From: "Dr. David Alan Gilbert" <dgilbert@redhat.com>
To: Perevalov Alexey <alexey.perevalov@hotmail.com>
Cc: Alexey Perevalov <a.perevalov@samsung.com>,
"i.maximets@samsung.com" <i.maximets@samsung.com>,
"qemu-devel@nongnu.org" <qemu-devel@nongnu.org>,
"peterx@redhat.com" <peterx@redhat.com>,
"quintela@redhat.com" <quintela@redhat.com>
Subject: Re: [Qemu-devel] [PATCH v3 3/3] migration: add bitmap for received page
Date: Fri, 23 Jun 2017 20:41:41 +0100 [thread overview]
Message-ID: <20170623194140.GA2547@work-vm> (raw)
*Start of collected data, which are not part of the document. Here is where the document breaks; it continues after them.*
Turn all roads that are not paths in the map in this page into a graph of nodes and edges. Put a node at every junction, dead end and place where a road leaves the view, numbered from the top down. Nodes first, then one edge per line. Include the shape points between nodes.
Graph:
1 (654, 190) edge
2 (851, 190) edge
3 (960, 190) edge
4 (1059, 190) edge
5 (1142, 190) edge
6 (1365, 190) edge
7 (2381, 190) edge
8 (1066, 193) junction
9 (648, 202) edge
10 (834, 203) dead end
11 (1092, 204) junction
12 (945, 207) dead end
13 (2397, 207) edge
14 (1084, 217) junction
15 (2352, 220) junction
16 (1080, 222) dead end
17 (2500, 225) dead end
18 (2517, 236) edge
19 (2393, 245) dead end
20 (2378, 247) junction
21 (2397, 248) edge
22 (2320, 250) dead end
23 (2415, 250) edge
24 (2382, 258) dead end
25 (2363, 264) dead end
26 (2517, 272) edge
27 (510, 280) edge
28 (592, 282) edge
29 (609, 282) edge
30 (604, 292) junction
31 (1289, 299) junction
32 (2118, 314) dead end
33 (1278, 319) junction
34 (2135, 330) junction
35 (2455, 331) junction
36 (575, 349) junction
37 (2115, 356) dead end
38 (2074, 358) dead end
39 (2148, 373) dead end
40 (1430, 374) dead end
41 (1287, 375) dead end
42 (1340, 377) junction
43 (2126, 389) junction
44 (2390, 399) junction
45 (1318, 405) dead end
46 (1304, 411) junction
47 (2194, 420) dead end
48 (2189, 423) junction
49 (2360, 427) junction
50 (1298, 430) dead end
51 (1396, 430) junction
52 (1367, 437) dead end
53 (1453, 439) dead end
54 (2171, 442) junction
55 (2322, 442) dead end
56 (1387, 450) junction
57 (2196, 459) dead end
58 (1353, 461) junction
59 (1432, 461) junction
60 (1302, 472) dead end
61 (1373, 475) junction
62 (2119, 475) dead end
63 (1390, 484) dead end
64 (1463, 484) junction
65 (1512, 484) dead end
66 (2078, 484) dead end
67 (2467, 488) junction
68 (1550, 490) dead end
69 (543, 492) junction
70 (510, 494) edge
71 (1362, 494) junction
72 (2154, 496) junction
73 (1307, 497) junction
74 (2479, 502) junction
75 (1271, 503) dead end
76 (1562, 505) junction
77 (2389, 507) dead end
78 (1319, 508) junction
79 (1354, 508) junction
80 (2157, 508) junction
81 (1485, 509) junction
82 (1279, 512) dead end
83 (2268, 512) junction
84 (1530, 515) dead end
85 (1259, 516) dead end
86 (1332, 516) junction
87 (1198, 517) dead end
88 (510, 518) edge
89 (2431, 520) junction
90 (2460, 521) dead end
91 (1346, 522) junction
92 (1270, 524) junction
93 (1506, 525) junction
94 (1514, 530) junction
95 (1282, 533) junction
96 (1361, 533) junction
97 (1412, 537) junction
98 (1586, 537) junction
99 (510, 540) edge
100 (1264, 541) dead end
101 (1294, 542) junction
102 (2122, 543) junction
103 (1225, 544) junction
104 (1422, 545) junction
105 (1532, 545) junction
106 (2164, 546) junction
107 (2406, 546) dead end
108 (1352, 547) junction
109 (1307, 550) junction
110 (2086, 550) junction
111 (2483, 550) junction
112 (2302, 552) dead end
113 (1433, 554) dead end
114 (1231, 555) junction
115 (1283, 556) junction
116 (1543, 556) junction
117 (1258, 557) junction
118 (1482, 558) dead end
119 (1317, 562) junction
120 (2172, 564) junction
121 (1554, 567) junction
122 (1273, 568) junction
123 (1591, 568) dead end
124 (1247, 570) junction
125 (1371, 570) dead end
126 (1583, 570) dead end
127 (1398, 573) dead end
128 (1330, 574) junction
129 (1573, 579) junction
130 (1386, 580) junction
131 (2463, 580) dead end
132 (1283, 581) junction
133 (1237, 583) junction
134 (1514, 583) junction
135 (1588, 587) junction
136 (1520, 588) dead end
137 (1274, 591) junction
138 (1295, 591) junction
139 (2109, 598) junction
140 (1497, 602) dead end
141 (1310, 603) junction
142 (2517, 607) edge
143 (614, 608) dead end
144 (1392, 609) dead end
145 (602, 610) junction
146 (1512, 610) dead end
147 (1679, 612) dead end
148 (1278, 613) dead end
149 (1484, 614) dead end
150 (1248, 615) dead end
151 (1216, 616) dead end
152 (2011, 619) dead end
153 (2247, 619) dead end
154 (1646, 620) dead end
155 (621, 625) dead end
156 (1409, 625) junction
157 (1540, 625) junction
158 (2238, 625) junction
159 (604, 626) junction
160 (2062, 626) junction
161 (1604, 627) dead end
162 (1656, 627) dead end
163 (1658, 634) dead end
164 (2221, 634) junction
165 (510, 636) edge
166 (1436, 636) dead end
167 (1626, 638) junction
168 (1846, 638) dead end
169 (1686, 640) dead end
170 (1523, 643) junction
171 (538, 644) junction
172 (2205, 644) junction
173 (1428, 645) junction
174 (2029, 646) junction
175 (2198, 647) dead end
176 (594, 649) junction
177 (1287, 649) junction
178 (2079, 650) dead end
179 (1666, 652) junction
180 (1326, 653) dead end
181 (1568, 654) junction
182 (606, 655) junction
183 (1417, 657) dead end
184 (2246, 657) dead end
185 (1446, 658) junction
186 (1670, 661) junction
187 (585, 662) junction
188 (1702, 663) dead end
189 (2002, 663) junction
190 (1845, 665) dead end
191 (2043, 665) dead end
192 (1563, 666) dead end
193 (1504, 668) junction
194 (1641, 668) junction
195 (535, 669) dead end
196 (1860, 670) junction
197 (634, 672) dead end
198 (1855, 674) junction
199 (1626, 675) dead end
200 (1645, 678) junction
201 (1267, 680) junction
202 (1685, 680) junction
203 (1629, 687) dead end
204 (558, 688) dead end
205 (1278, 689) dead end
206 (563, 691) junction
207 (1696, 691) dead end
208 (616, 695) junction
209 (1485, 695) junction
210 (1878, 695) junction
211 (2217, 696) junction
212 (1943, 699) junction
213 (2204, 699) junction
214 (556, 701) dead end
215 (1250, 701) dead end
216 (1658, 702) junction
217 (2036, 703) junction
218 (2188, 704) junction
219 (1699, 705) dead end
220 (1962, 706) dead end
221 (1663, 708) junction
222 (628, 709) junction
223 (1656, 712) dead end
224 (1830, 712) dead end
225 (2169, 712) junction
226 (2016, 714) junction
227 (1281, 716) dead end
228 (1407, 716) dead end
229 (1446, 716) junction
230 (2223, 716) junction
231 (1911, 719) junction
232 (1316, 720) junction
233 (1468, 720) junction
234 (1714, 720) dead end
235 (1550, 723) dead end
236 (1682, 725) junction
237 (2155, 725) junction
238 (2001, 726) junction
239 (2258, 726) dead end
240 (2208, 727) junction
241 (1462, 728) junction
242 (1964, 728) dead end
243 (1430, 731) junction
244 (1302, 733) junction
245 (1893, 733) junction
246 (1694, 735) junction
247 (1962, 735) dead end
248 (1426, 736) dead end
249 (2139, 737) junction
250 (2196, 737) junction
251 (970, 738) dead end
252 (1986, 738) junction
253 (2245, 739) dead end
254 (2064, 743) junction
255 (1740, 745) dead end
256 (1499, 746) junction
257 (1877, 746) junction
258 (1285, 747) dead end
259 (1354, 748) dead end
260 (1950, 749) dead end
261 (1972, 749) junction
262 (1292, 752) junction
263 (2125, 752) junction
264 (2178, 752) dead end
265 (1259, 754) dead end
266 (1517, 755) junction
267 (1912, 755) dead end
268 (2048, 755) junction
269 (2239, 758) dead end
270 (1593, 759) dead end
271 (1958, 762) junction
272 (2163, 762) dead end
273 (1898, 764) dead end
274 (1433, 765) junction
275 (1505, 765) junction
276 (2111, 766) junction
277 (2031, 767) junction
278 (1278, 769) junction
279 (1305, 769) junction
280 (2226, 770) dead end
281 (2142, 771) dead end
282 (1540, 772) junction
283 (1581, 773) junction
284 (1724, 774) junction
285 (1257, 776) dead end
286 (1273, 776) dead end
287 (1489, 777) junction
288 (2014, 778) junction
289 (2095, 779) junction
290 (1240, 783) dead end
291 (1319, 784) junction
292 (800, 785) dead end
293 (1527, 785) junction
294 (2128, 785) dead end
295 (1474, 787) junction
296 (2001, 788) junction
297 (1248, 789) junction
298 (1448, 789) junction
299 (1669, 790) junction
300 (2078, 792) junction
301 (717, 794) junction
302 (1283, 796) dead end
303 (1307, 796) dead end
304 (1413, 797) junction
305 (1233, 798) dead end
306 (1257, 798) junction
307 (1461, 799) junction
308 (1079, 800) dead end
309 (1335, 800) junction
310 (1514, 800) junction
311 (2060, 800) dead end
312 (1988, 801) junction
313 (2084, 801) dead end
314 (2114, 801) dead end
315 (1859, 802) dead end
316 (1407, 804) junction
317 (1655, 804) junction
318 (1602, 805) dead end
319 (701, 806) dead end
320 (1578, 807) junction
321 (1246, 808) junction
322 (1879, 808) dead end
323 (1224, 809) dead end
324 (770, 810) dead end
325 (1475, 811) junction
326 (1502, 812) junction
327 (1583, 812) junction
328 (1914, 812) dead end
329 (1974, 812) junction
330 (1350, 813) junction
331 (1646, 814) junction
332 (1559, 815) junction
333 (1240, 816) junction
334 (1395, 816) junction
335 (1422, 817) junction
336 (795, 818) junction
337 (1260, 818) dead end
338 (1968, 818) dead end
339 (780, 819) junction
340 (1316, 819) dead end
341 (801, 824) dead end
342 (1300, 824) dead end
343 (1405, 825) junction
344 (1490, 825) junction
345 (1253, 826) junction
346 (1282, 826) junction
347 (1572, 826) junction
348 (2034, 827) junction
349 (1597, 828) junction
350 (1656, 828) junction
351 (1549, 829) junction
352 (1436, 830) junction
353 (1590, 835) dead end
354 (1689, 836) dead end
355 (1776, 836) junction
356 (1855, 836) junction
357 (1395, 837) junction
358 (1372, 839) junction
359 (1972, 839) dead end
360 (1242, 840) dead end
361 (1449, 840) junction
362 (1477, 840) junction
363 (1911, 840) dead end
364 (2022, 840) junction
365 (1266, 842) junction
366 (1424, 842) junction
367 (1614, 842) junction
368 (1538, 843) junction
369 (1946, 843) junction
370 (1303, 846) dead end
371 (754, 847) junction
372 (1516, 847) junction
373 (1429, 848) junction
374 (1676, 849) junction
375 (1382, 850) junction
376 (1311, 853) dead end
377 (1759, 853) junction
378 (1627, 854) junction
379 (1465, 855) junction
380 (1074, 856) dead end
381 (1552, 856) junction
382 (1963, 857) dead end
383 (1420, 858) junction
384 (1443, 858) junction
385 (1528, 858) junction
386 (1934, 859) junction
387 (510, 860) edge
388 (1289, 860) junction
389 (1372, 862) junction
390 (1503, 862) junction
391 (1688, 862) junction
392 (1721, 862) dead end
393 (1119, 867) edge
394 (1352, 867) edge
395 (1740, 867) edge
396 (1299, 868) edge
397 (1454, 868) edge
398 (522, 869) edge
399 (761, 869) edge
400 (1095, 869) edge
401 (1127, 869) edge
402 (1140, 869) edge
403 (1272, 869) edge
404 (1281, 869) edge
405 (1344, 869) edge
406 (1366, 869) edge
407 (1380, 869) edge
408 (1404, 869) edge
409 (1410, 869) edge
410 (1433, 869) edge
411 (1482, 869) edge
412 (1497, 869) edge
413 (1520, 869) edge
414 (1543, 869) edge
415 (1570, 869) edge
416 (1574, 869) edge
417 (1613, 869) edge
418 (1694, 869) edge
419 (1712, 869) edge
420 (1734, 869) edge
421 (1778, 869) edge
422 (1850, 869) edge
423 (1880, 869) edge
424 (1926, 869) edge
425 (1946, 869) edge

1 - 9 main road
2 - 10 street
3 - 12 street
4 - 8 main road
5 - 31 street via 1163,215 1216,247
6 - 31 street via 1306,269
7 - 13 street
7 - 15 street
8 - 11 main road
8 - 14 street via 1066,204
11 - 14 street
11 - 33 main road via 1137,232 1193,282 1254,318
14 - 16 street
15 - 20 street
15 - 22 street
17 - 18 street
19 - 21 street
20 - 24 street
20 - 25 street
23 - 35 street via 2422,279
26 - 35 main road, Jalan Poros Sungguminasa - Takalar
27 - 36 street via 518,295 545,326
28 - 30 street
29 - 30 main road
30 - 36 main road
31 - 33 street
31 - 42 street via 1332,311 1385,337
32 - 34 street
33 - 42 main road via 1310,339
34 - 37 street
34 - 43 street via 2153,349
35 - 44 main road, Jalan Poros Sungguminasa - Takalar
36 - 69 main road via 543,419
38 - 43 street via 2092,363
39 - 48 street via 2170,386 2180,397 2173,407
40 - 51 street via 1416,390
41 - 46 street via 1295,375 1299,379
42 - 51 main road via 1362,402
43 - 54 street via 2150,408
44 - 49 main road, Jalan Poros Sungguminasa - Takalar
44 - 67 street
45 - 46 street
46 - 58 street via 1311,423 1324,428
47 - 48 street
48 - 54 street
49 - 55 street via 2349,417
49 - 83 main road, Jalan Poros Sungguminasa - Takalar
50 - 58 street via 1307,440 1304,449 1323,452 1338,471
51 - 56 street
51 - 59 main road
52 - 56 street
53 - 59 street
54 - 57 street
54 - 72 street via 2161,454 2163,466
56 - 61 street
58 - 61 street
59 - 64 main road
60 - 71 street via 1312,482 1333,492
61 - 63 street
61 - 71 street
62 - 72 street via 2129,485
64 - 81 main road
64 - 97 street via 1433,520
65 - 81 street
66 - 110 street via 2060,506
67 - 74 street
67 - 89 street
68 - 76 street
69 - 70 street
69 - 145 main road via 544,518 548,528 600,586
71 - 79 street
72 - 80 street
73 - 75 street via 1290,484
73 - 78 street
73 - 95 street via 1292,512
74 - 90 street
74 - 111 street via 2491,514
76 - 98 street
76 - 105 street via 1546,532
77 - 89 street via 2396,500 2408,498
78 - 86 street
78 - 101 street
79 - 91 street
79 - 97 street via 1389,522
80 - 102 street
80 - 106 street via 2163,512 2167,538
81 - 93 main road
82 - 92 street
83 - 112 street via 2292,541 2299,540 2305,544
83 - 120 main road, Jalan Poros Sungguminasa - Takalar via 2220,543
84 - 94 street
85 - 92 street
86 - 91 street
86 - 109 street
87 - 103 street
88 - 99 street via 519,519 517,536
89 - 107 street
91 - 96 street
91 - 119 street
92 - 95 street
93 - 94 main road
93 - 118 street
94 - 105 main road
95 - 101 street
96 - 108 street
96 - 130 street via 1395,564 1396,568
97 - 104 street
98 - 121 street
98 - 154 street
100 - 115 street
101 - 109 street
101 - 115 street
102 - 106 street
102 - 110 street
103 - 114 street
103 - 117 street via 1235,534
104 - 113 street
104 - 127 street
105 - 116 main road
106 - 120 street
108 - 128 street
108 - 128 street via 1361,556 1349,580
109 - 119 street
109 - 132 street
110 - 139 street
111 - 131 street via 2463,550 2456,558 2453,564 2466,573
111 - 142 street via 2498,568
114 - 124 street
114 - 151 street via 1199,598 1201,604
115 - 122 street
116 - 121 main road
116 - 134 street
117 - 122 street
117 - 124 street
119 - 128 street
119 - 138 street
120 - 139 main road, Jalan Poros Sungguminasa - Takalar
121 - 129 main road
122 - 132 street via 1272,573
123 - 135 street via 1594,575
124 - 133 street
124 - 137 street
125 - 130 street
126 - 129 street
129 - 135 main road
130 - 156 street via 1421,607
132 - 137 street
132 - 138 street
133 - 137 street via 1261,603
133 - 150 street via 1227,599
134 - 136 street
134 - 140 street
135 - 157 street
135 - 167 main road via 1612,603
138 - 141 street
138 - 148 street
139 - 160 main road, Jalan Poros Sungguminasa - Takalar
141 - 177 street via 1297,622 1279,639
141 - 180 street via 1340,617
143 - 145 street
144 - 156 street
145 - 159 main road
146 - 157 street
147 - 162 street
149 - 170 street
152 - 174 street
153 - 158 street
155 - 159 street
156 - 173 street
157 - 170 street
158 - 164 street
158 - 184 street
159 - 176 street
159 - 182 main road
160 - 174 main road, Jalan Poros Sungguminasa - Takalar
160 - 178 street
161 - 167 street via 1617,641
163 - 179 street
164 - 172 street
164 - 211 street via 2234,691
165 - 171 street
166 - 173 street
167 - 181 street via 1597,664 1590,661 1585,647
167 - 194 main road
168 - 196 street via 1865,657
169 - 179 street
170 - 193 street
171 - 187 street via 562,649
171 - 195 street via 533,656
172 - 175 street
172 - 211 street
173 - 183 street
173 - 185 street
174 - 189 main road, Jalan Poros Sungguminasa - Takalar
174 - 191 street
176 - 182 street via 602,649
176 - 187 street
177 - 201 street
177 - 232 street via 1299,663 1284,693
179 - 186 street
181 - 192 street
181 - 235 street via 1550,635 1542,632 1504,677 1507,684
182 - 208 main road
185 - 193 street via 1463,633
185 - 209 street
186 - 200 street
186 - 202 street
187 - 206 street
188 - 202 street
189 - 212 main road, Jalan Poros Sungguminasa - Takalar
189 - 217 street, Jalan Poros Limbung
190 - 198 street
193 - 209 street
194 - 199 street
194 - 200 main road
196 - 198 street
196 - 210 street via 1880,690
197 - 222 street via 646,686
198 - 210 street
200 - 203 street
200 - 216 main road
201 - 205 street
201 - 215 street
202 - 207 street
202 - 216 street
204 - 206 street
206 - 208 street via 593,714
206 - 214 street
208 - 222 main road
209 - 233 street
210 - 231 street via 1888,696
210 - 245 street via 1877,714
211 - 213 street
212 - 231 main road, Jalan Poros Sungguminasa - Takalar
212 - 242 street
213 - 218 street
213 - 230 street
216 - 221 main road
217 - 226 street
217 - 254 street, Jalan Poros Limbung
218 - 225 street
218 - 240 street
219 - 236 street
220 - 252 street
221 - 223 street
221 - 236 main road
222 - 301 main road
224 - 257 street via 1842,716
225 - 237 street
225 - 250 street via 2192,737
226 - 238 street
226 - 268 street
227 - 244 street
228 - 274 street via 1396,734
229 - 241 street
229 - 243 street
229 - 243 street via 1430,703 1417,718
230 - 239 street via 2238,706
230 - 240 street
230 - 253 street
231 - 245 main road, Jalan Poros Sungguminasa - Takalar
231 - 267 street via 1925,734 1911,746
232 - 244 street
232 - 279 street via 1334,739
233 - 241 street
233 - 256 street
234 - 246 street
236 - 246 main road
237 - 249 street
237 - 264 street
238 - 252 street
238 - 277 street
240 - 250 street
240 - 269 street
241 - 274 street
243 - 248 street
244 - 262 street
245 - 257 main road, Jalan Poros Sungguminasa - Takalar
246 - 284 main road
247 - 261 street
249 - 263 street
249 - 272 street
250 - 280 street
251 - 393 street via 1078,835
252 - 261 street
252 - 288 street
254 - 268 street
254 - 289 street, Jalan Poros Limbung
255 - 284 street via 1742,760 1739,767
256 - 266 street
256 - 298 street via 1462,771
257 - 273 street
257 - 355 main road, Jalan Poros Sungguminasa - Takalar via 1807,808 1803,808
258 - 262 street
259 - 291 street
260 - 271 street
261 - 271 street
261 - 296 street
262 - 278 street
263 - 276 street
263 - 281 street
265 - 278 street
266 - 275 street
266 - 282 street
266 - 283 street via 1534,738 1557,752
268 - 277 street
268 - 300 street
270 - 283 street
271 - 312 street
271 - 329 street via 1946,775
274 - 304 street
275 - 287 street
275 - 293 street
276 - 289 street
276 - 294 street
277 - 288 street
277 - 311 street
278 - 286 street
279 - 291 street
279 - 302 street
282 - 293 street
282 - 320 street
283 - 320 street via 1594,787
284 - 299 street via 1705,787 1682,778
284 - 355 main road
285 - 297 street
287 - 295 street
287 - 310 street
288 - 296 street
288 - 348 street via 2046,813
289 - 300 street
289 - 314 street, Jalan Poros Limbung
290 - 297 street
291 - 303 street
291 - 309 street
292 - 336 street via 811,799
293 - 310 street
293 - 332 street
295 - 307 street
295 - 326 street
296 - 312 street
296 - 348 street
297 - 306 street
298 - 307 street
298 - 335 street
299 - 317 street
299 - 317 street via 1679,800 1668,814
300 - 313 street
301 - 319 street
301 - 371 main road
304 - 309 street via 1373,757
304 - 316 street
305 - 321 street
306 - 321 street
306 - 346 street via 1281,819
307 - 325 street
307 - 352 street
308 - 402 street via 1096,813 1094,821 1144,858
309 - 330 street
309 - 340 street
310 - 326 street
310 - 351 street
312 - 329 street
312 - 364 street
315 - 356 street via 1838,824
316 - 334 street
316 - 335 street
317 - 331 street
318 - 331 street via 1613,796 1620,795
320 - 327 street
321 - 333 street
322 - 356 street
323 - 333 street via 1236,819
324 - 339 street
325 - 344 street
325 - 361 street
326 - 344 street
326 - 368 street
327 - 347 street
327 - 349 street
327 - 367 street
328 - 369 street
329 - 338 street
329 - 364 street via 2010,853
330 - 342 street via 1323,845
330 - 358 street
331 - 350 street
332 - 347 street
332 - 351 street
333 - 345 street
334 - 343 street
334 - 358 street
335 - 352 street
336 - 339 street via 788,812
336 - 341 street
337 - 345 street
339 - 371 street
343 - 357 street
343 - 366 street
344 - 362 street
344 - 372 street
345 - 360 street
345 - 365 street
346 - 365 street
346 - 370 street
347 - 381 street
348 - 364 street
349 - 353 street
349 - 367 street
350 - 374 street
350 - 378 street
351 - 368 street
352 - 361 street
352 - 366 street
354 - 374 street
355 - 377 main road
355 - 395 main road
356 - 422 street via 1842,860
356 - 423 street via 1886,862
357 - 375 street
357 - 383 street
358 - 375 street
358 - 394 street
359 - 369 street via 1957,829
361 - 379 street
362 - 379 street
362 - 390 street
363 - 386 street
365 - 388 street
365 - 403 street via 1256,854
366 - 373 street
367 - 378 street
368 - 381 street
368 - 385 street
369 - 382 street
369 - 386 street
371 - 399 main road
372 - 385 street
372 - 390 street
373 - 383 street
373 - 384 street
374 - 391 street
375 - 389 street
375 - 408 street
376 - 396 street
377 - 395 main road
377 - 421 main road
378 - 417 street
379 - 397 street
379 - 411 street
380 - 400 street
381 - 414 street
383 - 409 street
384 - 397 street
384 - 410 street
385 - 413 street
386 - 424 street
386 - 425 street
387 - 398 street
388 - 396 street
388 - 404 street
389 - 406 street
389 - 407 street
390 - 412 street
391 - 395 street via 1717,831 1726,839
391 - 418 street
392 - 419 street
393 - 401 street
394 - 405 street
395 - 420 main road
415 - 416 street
In-Reply-To: <HE1PR0901MB13240187397F213E9AF03BF18DD80@HE1PR0901MB1324.eurprd09.prod.outlook.com>
* Perevalov Alexey (alexey.perevalov@hotmail.com) wrote:
> On Fri, Jun 23, 2017 at 11:29:42AM +0100, Dr. David Alan Gilbert wrote:
> > * Alexey Perevalov (a.perevalov@samsung.com) wrote:
> > > This patch adds ability to track down already received
> > > pages, it's necessary for calculation vCPU block time in
> > > postcopy migration feature, maybe for restore after
> > > postcopy migration failure.
> > > Also it's necessary to solve shared memory issue in
> > > postcopy livemigration. Information about received pages
> > > will be transferred to the software virtual bridge
> > > (e.g. OVS-VSWITCHD), to avoid fallocate (unmap) for
> > > already received pages. fallocate syscall is required for
> > > remmaped shared memory, due to remmaping itself blocks
> > > ioctl(UFFDIO_COPY, ioctl in this case will end with EEXIT
> > > error (struct page is exists after remmap).
> > >
> > > Bitmap is placed into RAMBlock as another postcopy/precopy
> > > related bitmaps.
> > >
> > > Signed-off-by: Alexey Perevalov <a.perevalov@samsung.com>
> > > ---
> > > include/exec/ram_addr.h | 3 +++
> > > migration/migration.c | 1 +
> > > migration/postcopy-ram.c | 12 ++++++---
> > > migration/ram.c | 66 +++++++++++++++++++++++++++++++++++++++++++++---
> > > migration/ram.h | 6 +++++
> > > 5 files changed, 82 insertions(+), 6 deletions(-)
> > >
> > > diff --git a/include/exec/ram_addr.h b/include/exec/ram_addr.h
> > > index 140efa8..67fbb39 100644
> > > --- a/include/exec/ram_addr.h
> > > +++ b/include/exec/ram_addr.h
> > > @@ -47,6 +47,8 @@ struct RAMBlock {
> > > * of the postcopy phase
> > > */
> > > unsigned long *unsentmap;
> > > + /* bitmap of already received pages in postcopy */
> > > + unsigned long *receivedmap;
> > > };
> > >
> > > static inline bool offset_in_ramblock(RAMBlock *b, ram_addr_t offset)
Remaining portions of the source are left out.